I absolutely LOVE penetrative sex! I'm not going to give it up just because some people don't like it. Then again, have always been bossy and forthright in my coital views, so I'm certainly not about to let someone bang away at the wrong angle, or finish then roll over and go to sleep.

Sex isn't (or shouldn't be) something that is done to you, it should be something that is done with you.

aliceliddell · 19/04/2011 14:33

There have been lots of books on this going back to the 70's. "The Woman Question" Mary Evans Fontana (don't know date sorry) has a good selection of separatist, radical, socialist et al pieces including 'the myth of the myth of the vaginal orgasm' which is a reply to (I think) Gail Chester's 'The myth of the v.o.' Loads of research by mainstream sexologists eg
Masters & Johnson and feminist ones like Shere Hite have shown about 75% of women don't come from PIV sex. This work has had a great effect on my life and sexuality, all good in the long run.

aliceliddell · 19/04/2011 17:33

It's not gail chester it's Anna Koedt. You may not get one but have fun trying!

garlicbutter · 19/04/2011 19:34

Oh, but can we stick with PIV=sex for a minute longer, please?

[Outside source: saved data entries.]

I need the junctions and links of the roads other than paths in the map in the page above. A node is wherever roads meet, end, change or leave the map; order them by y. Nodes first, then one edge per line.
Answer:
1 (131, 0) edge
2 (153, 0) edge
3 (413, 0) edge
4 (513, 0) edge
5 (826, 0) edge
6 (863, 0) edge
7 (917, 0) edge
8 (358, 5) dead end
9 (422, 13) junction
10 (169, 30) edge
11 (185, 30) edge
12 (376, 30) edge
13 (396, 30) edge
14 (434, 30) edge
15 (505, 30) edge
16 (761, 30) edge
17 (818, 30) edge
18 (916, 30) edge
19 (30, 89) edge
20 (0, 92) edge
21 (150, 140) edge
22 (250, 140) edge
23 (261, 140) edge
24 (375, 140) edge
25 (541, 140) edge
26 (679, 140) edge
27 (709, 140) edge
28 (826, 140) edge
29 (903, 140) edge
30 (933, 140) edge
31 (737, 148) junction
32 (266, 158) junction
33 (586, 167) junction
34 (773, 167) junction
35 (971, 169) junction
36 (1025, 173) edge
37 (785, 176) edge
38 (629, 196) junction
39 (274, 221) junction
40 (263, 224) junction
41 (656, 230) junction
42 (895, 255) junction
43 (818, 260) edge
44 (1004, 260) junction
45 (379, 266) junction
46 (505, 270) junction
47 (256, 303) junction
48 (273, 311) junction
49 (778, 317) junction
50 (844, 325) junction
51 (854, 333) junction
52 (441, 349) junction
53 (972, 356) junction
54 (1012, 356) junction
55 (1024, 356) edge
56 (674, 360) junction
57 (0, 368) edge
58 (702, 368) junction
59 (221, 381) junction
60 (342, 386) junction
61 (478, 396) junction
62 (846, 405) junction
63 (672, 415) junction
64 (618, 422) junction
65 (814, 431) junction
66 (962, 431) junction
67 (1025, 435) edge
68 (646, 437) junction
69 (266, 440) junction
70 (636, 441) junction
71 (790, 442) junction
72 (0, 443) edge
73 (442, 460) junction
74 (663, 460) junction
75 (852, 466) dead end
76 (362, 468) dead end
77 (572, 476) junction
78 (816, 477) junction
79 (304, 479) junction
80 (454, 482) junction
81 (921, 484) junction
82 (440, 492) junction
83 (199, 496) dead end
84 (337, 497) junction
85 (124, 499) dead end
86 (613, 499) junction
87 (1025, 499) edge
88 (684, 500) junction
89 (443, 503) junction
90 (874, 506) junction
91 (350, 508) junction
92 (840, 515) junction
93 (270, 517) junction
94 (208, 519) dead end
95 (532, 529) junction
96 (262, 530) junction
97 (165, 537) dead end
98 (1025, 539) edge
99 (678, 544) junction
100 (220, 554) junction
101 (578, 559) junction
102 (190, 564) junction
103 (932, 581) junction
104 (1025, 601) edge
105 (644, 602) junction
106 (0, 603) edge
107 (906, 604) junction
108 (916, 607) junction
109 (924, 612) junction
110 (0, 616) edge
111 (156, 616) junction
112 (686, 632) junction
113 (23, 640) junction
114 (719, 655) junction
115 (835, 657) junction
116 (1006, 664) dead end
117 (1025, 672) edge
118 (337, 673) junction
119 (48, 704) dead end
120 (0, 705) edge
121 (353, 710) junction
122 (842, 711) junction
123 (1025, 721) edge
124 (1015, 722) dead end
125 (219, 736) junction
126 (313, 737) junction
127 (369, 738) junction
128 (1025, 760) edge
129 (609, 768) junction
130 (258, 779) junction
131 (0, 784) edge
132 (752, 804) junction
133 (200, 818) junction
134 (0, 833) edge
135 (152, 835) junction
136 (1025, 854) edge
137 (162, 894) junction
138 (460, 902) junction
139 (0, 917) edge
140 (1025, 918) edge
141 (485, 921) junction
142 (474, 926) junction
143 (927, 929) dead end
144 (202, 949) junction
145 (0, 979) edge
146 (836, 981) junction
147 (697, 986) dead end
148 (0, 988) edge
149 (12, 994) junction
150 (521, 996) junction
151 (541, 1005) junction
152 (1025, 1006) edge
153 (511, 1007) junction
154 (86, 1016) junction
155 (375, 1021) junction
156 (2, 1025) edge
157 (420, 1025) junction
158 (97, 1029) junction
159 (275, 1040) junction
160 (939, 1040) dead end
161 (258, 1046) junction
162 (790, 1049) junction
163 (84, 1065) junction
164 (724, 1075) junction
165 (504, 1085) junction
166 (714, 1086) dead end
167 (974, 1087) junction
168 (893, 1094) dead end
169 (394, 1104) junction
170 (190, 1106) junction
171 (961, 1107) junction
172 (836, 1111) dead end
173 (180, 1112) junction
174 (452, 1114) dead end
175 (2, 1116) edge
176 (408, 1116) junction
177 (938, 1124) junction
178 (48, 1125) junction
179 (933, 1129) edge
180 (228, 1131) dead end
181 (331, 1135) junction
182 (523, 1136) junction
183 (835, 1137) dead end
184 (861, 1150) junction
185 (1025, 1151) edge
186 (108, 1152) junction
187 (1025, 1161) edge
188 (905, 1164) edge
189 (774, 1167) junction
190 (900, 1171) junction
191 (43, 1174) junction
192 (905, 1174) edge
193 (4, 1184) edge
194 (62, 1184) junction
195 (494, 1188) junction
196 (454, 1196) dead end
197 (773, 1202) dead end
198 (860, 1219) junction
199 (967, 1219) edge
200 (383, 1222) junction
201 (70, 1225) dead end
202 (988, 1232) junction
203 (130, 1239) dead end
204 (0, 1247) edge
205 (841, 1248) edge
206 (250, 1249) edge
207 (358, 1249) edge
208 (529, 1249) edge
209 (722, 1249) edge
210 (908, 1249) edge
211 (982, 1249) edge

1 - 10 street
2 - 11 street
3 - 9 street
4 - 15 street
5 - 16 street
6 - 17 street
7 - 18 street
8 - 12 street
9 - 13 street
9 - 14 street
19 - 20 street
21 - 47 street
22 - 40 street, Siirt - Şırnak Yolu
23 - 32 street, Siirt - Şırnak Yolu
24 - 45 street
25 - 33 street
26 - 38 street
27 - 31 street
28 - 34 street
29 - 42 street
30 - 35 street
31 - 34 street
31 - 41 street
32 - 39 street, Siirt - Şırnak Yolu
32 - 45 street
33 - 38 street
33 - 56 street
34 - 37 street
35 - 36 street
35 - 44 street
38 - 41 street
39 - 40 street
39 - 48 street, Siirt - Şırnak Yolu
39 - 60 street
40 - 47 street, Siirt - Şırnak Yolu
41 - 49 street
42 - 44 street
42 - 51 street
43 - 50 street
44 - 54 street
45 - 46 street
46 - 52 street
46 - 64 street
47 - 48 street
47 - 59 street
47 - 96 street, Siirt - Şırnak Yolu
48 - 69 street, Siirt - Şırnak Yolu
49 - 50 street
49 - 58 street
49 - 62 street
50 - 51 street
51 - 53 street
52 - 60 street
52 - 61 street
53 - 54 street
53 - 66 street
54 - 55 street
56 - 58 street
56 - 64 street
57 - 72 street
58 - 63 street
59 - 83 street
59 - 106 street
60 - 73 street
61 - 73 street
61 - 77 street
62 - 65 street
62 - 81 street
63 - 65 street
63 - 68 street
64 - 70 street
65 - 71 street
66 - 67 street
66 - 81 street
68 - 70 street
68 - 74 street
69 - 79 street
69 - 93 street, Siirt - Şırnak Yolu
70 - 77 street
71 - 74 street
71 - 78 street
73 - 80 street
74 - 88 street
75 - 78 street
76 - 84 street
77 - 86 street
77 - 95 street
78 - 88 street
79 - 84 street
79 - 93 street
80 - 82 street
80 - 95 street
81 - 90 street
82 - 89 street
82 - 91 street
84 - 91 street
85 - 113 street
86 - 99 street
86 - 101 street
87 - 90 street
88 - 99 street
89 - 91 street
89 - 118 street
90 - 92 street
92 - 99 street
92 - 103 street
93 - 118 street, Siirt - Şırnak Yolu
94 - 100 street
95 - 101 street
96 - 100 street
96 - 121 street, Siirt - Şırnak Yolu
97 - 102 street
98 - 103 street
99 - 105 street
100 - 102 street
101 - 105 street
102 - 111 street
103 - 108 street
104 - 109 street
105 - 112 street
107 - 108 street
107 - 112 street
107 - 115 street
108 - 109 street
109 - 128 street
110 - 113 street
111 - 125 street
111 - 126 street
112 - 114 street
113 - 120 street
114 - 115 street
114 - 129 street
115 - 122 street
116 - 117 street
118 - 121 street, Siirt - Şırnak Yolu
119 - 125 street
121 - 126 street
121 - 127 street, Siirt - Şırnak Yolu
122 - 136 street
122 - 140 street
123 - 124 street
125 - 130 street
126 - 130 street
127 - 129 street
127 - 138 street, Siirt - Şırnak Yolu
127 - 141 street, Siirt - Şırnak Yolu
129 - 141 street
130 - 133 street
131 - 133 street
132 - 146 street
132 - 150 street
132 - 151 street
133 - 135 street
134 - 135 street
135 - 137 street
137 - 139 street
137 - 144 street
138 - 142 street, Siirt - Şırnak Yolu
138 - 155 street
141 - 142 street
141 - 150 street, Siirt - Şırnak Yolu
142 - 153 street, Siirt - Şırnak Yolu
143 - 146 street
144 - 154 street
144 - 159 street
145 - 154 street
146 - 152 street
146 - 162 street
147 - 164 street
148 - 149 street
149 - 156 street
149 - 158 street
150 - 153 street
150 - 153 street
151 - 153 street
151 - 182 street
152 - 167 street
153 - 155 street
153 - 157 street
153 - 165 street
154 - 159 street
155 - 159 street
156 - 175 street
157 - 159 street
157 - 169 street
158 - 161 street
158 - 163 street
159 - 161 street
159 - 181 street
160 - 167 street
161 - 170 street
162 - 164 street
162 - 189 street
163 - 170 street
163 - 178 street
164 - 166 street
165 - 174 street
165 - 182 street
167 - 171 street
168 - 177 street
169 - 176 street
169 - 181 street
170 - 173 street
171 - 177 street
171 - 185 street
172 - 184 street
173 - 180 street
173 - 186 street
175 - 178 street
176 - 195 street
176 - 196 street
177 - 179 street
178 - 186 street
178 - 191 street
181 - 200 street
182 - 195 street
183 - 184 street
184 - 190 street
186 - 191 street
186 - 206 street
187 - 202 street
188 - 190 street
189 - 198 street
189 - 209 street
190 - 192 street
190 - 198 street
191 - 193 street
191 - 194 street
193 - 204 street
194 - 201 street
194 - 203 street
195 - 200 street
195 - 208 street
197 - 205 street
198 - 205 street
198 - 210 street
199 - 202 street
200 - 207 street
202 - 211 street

During my instructive marriages, I learned that my husbands only thought PIV was sex ... because this meant they didn't have to call what they did, with other women, "sex".

If I'd ever watched Jeremy Kyle, Wink I would have noticed that his lie-detector operator has a defined list of "any sexual activity" for this very reason.

EggyFucker · 19/04/2011 19:39

JK...the social barometer Grin

HerBEggs · 19/04/2011 19:58

LOL it's true isn't it - the PIV sex is the reason that Bill Clinton could say in all honesty about Monica Lewinsky "I did not have sex with that woman".

Because if you define sex so narrowly, you can get away with infidelity.

Interesting that Jeremy Kyle is more progressive in that sense, than Bill Clinton. Grin

SardineQueen · 19/04/2011 20:06

Interesting about PIV = sex and the reasons for it.

I have always felt that oral sex (either way) is more intimate than actual shagging. Yet it's not "sex". But then, it's not "foreplay" either. So WTF is it? Confused Or does mainstream media prefer to look the other way Grin

garlicbutter · 19/04/2011 20:08

Grin ! JK for President? Shock

SardineQueen · 19/04/2011 20:11

Hmm just realised that my post is rubbish Grin

Of course it can be "foreplay" - but if the man is on the receiving end and comes, then what is it? Not foreplay, and obviously not sex, as it's in the wrong place Grin

Is sex always defined by the man having an orgasm? If she comes but he doesn't, does it count?

It's all a bit baffling isn't it Grin

I vote for all-inclusive sex. (Not meaning that it comes with free food and drink)

bullet234 · 19/04/2011 20:13

I hate foreplay. It involves a closeness and intimacy that I can not feel comfortable with unless I have drunk copious amounts of port.